'''
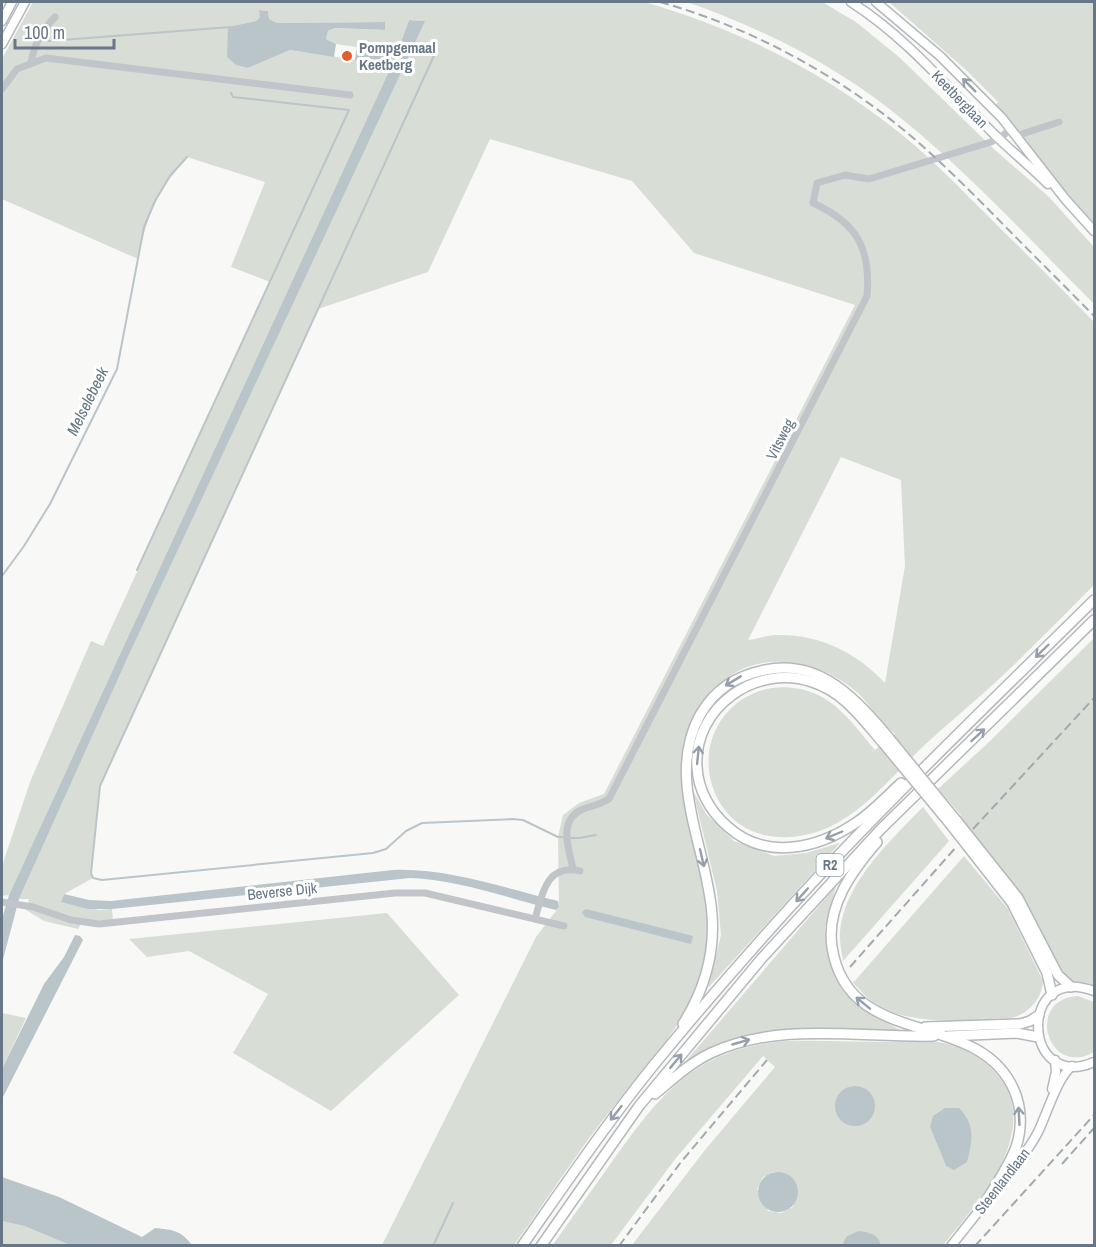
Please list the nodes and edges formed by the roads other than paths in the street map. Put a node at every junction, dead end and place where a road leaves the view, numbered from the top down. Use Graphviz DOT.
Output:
graph roads {
  1 [pos="12,2"];
  2 [pos="24,2"];
  3 [pos="851,2"];
  4 [pos="876,2"];
  5 [pos="55,17"];
  6 [pos="2,21"];
  7 [pos="2,44"];
  8 [pos="31,63"];
  9 [pos="2,89"];
  10 [pos="350,95"];
  11 [pos="1059,122"];
  12 [pos="1009,128"];
  13 [pos="1016,136"];
  14 [pos="999,138"];
  15 [pos="1066,200"];
  16 [pos="1095,231"];
  17 [pos="1095,600"];
  18 [pos="1095,620"];
  19 [pos="1005,688"];
  20 [pos="886,741"];
  21 [pos="935,775"];
  22 [pos="953,823"];
  23 [pos="2,902"];
  24 [pos="536,919"];
  25 [pos="564,926"];
  26 [pos="1071,987"];
  27 [pos="1095,991"];
  28 [pos="1052,995"];
  29 [pos="1039,1015"];
  30 [pos="916,1027"];
  31 [pos="941,1036"];
  32 [pos="1038,1037"];
  33 [pos="665,1050"];
  34 [pos="1055,1060"];
  35 [pos="1095,1062"];
  36 [pos="1072,1066"];
  37 [pos="639,1106"];
  38 [pos="1046,1113"];
  39 [pos="982,1207"];
  40 [pos="522,1245"];
  41 [pos="541,1245"];
  42 [pos="951,1245"];
  1 -- 6 [label="main road"];
  2 -- 7 [label="main road"];
  3 -- 14 [label="main road, Keetberglaan"];
  12 -- 4 [label="main road, Keetberglaan, one-way"];
  5 -- 8 [label="street"];
  8 -- 9 [label="street"];
  8 -- 10 [label="street"];
  11 -- 13 [label="street"];
  12 -- 13 [label="main road, Keetberglaan"];
  12 -- 14 [label="street"];
  13 -- 15 [label="main road, Keetberglaan"];
  14 -- 15 [label="main road, Keetberglaan"];
  14 -- 24 [label="street, Vitsweg"];
  15 -- 16 [label="main road, Keetberglaan"];
  17 -- 19 [label="highway, R2, one-way"];
  21 -- 18 [label="highway, R2, one-way"];
  19 -- 20 [label="highway, one-way"];
  19 -- 33 [label="highway, R2, one-way"];
  20 -- 22 [label="highway, bridge"];
  20 -- 33 [label="highway, one-way"];
  30 -- 21 [label="highway, one-way"];
  37 -- 21 [label="highway, R2, one-way"];
  22 -- 26 [label="highway"];
  22 -- 28 [label="highway"];
  23 -- 24 [label="street, Beverse Dijk"];
  24 -- 25 [label="street, Beverse Dijk"];
  26 -- 27 [label="main road"];
  26 -- 28 [label="main road"];
  28 -- 29 [label="main road"];
  29 -- 30 [label="highway"];
  29 -- 32 [label="main road"];
  30 -- 31 [label="highway"];
  31 -- 32 [label="highway"];
  37 -- 31 [label="highway, one-way"];
  39 -- 31 [label="highway, one-way"];
  32 -- 34 [label="main road"];
  33 -- 40 [label="highway, R2, one-way"];
  34 -- 36 [label="main road"];
  34 -- 38 [label="main road, Steenlandlaan"];
  35 -- 36 [label="main road"];
  36 -- 38 [label="main road, Steenlandlaan"];
  37 -- 41 [label="highway, R2"];
  38 -- 39 [label="main road, Steenlandlaan"];
  39 -- 42 [label="main road, Steenlandlaan"];
}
'''
Exercise requirements: Output all the entries exactly, minus any pictures.

Response area:
Please list the nodes and edges formed by the roads other than paths in the street map. Put a node at every junction, dead end and place where a road leaves the view, numbered from the top down. Use Graphviz DOT.
Output:
graph roads {
  1 [pos="12,2"];
  2 [pos="24,2"];
  3 [pos="851,2"];
  4 [pos="876,2"];
  5 [pos="55,17"];
  6 [pos="2,21"];
  7 [pos="2,44"];
  8 [pos="31,63"];
  9 [pos="2,89"];
  10 [pos="350,95"];
  11 [pos="1059,122"];
  12 [pos="1009,128"];
  13 [pos="1016,136"];
  14 [pos="999,138"];
  15 [pos="1066,200"];
  16 [pos="1095,231"];
  17 [pos="1095,600"];
  18 [pos="1095,620"];
  19 [pos="1005,688"];
  20 [pos="886,741"];
  21 [pos="935,775"];
  22 [pos="953,823"];
  23 [pos="2,902"];
  24 [pos="536,919"];
  25 [pos="564,926"];
  26 [pos="1071,987"];
  27 [pos="1095,991"];
  28 [pos="1052,995"];
  29 [pos="1039,1015"];
  30 [pos="916,1027"];
  31 [pos="941,1036"];
  32 [pos="1038,1037"];
  33 [pos="665,1050"];
  34 [pos="1055,1060"];
  35 [pos="1095,1062"];
  36 [pos="1072,1066"];
  37 [pos="639,1106"];
  38 [pos="1046,1113"];
  39 [pos="982,1207"];
  40 [pos="522,1245"];
  41 [pos="541,1245"];
  42 [pos="951,1245"];
  1 -- 6 [label="main road"];
  2 -- 7 [label="main road"];
  3 -- 14 [label="main road, Keetberglaan"];
  12 -- 4 [label="main road, Keetberglaan, one-way"];
  5 -- 8 [label="street"];
  8 -- 9 [label="street"];
  8 -- 10 [label="street"];
  11 -- 13 [label="street"];
  12 -- 13 [label="main road, Keetberglaan"];
  12 -- 14 [label="street"];
  13 -- 15 [label="main road, Keetberglaan"];
  14 -- 15 [label="main road, Keetberglaan"];
  14 -- 24 [label="street, Vitsweg"];
  15 -- 16 [label="main road, Keetberglaan"];
  17 -- 19 [label="highway, R2, one-way"];
  21 -- 18 [label="highway, R2, one-way"];
  19 -- 20 [label="highway, one-way"];
  19 -- 33 [label="highway, R2, one-way"];
  20 -- 22 [label="highway, bridge"];
  20 -- 33 [label="highway, one-way"];
  30 -- 21 [label="highway, one-way"];
  37 -- 21 [label="highway, R2, one-way"];
  22 -- 26 [label="highway"];
  22 -- 28 [label="highway"];
  23 -- 24 [label="street, Beverse Dijk"];
  24 -- 25 [label="street, Beverse Dijk"];
  26 -- 27 [label="main road"];
  26 -- 28 [label="main road"];
  28 -- 29 [label="main road"];
  29 -- 30 [label="highway"];
  29 -- 32 [label="main road"];
  30 -- 31 [label="highway"];
  31 -- 32 [label="highway"];
  37 -- 31 [label="highway, one-way"];
  39 -- 31 [label="highway, one-way"];
  32 -- 34 [label="main road"];
  33 -- 40 [label="highway, R2, one-way"];
  34 -- 36 [label="main road"];
  34 -- 38 [label="main road, Steenlandlaan"];
  35 -- 36 [label="main road"];
  36 -- 38 [label="main road, Steenlandlaan"];
  37 -- 41 [label="highway, R2"];
  38 -- 39 [label="main road, Steenlandlaan"];
  39 -- 42 [label="main road, Steenlandlaan"];
}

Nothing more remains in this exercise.